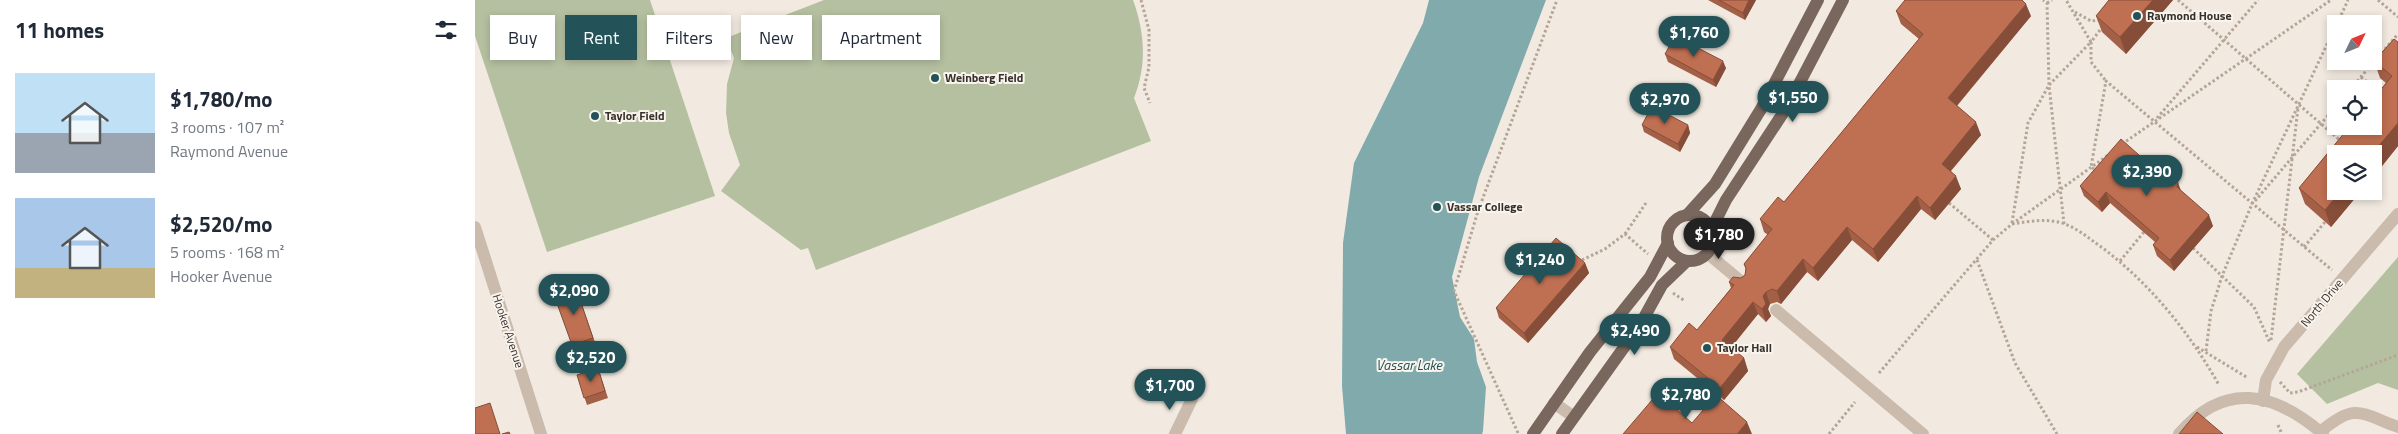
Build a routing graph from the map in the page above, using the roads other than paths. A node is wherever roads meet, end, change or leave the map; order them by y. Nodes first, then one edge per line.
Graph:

---

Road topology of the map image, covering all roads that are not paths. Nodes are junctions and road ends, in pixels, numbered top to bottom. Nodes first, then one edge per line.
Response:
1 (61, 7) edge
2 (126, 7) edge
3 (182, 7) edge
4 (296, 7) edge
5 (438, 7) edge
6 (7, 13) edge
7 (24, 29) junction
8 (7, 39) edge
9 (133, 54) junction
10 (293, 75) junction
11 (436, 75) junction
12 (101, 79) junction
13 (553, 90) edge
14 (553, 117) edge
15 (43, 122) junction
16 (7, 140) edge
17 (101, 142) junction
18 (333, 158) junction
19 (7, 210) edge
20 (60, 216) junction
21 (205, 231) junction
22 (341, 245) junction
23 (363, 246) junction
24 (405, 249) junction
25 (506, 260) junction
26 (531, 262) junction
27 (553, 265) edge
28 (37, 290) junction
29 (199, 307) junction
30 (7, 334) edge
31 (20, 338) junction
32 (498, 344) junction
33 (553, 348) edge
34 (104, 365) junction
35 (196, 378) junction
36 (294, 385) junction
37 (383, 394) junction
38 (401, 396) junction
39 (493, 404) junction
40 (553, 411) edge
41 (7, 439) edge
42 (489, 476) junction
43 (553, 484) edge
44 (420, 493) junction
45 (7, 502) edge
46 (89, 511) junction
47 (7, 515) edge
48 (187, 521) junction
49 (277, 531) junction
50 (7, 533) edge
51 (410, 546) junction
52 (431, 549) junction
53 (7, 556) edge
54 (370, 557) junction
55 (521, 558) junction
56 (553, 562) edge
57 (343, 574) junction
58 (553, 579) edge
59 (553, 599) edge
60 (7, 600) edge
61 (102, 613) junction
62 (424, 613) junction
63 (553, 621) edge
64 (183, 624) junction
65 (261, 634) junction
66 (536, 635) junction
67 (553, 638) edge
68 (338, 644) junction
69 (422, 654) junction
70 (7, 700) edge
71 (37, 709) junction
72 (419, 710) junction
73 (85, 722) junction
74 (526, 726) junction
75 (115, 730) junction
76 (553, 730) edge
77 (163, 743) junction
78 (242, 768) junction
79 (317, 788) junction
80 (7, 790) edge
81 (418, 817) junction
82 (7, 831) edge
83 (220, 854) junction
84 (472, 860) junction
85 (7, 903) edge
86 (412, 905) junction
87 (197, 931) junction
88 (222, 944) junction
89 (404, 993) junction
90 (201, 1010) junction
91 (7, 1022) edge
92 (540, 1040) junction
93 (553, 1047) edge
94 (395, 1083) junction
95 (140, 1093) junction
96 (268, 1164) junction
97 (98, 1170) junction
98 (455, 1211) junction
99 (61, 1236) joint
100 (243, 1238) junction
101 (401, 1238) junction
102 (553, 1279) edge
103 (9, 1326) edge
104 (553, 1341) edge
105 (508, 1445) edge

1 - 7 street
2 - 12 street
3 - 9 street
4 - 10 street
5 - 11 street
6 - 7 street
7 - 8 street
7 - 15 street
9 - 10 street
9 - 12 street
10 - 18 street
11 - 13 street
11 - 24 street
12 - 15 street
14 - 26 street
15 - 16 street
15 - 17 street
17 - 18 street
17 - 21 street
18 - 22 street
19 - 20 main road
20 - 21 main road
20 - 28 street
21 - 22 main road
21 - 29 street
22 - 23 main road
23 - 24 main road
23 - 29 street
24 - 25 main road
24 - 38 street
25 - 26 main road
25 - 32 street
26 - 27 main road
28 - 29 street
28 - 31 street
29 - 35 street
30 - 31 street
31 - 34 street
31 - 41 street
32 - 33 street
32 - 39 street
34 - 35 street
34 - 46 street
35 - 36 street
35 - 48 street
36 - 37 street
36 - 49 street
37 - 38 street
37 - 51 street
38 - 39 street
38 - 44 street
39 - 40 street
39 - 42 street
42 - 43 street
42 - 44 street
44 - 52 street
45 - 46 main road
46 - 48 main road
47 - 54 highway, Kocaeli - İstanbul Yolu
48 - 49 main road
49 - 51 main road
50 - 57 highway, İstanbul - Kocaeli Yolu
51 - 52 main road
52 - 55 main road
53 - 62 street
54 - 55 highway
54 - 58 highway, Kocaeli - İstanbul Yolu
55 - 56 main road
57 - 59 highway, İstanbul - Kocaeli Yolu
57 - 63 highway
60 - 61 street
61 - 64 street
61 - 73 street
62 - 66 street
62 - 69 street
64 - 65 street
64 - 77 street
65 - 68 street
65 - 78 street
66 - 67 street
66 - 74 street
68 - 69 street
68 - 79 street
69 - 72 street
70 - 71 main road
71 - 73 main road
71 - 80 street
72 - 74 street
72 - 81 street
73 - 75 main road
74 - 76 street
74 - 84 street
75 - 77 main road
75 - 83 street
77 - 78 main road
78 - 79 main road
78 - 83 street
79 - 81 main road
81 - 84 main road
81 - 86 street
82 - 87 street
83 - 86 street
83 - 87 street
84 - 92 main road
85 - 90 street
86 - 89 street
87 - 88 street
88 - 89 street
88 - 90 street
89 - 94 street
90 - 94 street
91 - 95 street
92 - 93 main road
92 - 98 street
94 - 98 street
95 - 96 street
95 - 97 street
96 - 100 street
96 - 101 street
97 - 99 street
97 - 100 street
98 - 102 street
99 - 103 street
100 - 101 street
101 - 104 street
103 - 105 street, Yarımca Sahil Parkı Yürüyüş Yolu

- [Exercise brief] Apply a filter to the listing above so that only lines with "paths" are kept, and copy those lines.

- [Response to this exercise]
Build a routing graph from the map in the page above, using the roads other than paths. A node is wherever roads meet, end, change or leave the map; order them by y. Nodes first, then one edge per line.
Road topology of the map image, covering all roads that are not paths. Nodes are junctions and road ends, in pixels, numbered top to bottom. Nodes first, then one edge per line.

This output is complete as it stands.